(Stored data)
========
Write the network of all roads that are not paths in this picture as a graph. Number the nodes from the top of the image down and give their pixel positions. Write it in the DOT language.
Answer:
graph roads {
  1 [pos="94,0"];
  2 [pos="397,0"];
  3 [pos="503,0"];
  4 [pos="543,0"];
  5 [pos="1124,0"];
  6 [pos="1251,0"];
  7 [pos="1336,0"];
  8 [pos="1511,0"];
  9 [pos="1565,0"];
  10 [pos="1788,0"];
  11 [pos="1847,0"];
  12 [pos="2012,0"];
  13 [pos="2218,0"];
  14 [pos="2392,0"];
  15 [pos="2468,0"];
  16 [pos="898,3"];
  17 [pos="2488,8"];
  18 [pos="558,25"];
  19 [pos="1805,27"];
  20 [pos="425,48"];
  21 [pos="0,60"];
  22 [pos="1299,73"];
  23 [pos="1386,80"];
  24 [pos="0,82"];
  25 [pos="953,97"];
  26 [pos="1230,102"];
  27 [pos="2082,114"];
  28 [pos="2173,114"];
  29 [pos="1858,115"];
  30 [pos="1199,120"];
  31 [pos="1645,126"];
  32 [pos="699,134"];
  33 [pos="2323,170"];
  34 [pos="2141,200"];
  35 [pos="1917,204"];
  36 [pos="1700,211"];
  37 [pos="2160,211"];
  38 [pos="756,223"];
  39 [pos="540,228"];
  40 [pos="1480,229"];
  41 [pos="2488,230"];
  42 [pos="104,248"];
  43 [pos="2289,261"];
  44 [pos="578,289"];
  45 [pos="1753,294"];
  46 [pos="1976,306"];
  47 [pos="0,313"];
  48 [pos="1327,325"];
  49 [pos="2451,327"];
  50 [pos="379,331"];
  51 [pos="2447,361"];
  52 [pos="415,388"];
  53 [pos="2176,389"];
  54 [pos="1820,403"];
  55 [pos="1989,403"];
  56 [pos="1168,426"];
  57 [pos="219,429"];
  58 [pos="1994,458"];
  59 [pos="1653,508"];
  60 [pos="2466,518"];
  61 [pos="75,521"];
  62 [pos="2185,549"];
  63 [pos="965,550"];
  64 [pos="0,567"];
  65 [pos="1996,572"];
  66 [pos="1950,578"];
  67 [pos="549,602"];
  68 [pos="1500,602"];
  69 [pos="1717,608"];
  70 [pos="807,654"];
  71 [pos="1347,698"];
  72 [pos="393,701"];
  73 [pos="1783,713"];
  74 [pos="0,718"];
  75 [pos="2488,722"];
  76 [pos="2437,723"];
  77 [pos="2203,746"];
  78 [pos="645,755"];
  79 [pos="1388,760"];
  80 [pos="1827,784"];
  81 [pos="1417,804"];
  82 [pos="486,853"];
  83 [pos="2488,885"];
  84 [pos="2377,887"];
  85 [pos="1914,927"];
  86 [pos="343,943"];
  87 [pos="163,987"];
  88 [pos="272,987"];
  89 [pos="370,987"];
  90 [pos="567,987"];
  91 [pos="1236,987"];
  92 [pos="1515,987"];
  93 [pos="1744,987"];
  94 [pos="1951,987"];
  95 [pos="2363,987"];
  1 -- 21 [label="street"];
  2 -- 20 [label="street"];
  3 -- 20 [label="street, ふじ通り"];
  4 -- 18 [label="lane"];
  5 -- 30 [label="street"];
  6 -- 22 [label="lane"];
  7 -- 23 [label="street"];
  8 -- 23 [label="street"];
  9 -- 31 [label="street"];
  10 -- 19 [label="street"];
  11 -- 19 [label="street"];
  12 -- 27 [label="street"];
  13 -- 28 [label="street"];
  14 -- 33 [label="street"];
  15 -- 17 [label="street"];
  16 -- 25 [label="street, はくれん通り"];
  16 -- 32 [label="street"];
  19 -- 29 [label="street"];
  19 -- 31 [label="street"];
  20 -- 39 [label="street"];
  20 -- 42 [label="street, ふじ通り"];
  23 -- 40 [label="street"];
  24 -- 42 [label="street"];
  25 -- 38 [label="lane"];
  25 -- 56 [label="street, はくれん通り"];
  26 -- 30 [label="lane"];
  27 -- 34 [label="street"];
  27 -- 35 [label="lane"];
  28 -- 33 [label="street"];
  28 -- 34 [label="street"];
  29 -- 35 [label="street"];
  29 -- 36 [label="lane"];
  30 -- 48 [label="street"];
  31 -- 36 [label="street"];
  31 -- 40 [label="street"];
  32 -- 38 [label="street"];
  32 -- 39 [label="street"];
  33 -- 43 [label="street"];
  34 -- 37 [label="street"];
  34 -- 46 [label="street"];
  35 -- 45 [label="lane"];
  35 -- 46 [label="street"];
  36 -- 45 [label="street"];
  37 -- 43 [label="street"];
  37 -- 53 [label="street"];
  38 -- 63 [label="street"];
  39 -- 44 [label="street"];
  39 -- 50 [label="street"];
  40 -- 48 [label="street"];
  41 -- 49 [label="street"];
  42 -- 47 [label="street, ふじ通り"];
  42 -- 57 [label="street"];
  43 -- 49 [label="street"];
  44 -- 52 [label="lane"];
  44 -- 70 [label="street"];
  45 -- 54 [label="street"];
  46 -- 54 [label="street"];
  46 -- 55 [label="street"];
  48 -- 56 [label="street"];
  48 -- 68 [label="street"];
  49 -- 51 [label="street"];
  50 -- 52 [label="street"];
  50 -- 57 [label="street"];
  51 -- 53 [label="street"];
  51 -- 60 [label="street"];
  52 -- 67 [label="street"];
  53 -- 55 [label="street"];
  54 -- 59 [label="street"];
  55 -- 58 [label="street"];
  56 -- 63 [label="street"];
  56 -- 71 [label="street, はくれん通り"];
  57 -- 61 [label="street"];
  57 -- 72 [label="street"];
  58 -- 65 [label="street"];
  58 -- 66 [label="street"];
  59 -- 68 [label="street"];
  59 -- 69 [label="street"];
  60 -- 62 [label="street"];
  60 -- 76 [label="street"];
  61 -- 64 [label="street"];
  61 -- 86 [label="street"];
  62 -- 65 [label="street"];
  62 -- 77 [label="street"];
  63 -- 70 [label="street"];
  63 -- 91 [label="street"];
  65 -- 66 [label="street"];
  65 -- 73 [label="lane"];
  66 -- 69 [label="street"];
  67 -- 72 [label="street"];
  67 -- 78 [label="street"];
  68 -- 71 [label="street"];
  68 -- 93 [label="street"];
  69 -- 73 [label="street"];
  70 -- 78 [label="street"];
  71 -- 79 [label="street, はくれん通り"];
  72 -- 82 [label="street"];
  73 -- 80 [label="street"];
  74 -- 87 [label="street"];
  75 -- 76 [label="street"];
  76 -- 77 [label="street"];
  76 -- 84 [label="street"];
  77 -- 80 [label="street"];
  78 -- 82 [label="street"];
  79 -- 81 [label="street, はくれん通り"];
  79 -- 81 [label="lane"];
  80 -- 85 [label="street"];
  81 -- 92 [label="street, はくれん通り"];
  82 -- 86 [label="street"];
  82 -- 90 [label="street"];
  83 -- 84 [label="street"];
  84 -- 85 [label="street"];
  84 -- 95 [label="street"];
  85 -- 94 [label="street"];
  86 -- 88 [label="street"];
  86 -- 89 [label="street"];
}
========
(The problem) Reply with the number of lines in the data that include the string "roads" and nothing else.

(Your solution) 2